Stored items

---------------

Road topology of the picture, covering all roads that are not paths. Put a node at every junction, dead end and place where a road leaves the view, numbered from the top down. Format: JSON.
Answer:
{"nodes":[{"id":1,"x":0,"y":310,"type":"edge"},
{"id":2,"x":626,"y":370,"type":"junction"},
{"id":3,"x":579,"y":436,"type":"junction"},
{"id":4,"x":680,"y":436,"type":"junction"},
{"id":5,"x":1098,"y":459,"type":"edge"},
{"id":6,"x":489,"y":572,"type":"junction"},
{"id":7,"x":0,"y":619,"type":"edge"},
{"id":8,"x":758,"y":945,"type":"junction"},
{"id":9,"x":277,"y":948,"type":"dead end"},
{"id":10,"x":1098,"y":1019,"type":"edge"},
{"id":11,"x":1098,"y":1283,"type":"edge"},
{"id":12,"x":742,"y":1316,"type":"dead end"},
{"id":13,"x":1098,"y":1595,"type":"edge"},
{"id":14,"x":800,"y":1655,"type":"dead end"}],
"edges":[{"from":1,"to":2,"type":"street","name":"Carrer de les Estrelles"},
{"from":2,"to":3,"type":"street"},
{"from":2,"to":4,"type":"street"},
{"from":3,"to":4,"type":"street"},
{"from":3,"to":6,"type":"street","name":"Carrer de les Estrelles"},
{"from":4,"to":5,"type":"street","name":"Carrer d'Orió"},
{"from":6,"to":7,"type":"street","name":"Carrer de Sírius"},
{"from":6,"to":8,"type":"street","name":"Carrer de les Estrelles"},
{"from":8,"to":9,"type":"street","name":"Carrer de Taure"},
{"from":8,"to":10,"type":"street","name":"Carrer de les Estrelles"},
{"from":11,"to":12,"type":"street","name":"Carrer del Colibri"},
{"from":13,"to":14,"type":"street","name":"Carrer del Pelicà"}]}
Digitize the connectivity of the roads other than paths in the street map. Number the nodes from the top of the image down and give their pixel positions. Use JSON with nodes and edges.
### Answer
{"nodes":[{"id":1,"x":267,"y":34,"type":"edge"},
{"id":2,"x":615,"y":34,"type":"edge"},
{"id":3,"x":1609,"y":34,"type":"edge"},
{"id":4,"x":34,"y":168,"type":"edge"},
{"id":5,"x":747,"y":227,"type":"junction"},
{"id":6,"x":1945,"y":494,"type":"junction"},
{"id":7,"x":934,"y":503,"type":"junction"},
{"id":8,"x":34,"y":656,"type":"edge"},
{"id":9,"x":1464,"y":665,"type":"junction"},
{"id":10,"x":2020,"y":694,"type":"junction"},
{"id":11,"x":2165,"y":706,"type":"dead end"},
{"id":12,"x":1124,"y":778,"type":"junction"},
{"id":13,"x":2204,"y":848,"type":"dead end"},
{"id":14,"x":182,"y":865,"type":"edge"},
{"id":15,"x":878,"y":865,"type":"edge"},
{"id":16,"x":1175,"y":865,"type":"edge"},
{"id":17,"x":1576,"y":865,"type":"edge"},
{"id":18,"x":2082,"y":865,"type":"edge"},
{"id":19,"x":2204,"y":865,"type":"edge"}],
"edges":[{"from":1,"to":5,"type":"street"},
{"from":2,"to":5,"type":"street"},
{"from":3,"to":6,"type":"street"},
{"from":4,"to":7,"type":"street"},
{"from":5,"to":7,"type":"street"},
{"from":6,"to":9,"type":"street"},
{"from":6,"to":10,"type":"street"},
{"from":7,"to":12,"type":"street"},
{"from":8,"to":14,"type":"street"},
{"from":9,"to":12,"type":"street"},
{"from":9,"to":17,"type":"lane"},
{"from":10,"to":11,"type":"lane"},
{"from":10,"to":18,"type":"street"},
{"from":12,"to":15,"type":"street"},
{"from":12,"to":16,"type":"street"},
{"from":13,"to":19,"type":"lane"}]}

---------------

Reproduce each line above without any alteration.

Road topology of the picture, covering all roads that are not paths. Put a node at every junction, dead end and place where a road leaves the view, numbered from the top down. Format: JSON.
Answer:
{"nodes":[{"id":1,"x":0,"y":310,"type":"edge"},
{"id":2,"x":626,"y":370,"type":"junction"},
{"id":3,"x":579,"y":436,"type":"junction"},
{"id":4,"x":680,"y":436,"type":"junction"},
{"id":5,"x":1098,"y":459,"type":"edge"},
{"id":6,"x":489,"y":572,"type":"junction"},
{"id":7,"x":0,"y":619,"type":"edge"},
{"id":8,"x":758,"y":945,"type":"junction"},
{"id":9,"x":277,"y":948,"type":"dead end"},
{"id":10,"x":1098,"y":1019,"type":"edge"},
{"id":11,"x":1098,"y":1283,"type":"edge"},
{"id":12,"x":742,"y":1316,"type":"dead end"},
{"id":13,"x":1098,"y":1595,"type":"edge"},
{"id":14,"x":800,"y":1655,"type":"dead end"}],
"edges":[{"from":1,"to":2,"type":"street","name":"Carrer de les Estrelles"},
{"from":2,"to":3,"type":"street"},
{"from":2,"to":4,"type":"street"},
{"from":3,"to":4,"type":"street"},
{"from":3,"to":6,"type":"street","name":"Carrer de les Estrelles"},
{"from":4,"to":5,"type":"street","name":"Carrer d'Orió"},
{"from":6,"to":7,"type":"street","name":"Carrer de Sírius"},
{"from":6,"to":8,"type":"street","name":"Carrer de les Estrelles"},
{"from":8,"to":9,"type":"street","name":"Carrer de Taure"},
{"from":8,"to":10,"type":"street","name":"Carrer de les Estrelles"},
{"from":11,"to":12,"type":"street","name":"Carrer del Colibri"},
{"from":13,"to":14,"type":"street","name":"Carrer del Pelicà"}]}
Digitize the connectivity of the roads other than paths in the street map. Number the nodes from the top of the image down and give their pixel positions. Use JSON with nodes and edges.
### Answer
{"nodes":[{"id":1,"x":267,"y":34,"type":"edge"},
{"id":2,"x":615,"y":34,"type":"edge"},
{"id":3,"x":1609,"y":34,"type":"edge"},
{"id":4,"x":34,"y":168,"type":"edge"},
{"id":5,"x":747,"y":227,"type":"junction"},
{"id":6,"x":1945,"y":494,"type":"junction"},
{"id":7,"x":934,"y":503,"type":"junction"},
{"id":8,"x":34,"y":656,"type":"edge"},
{"id":9,"x":1464,"y":665,"type":"junction"},
{"id":10,"x":2020,"y":694,"type":"junction"},
{"id":11,"x":2165,"y":706,"type":"dead end"},
{"id":12,"x":1124,"y":778,"type":"junction"},
{"id":13,"x":2204,"y":848,"type":"dead end"},
{"id":14,"x":182,"y":865,"type":"edge"},
{"id":15,"x":878,"y":865,"type":"edge"},
{"id":16,"x":1175,"y":865,"type":"edge"},
{"id":17,"x":1576,"y":865,"type":"edge"},
{"id":18,"x":2082,"y":865,"type":"edge"},
{"id":19,"x":2204,"y":865,"type":"edge"}],
"edges":[{"from":1,"to":5,"type":"street"},
{"from":2,"to":5,"type":"street"},
{"from":3,"to":6,"type":"street"},
{"from":4,"to":7,"type":"street"},
{"from":5,"to":7,"type":"street"},
{"from":6,"to":9,"type":"street"},
{"from":6,"to":10,"type":"street"},
{"from":7,"to":12,"type":"street"},
{"from":8,"to":14,"type":"street"},
{"from":9,"to":12,"type":"street"},
{"from":9,"to":17,"type":"lane"},
{"from":10,"to":11,"type":"lane"},
{"from":10,"to":18,"type":"street"},
{"from":12,"to":15,"type":"street"},
{"from":12,"to":16,"type":"street"},
{"from":13,"to":19,"type":"lane"}]}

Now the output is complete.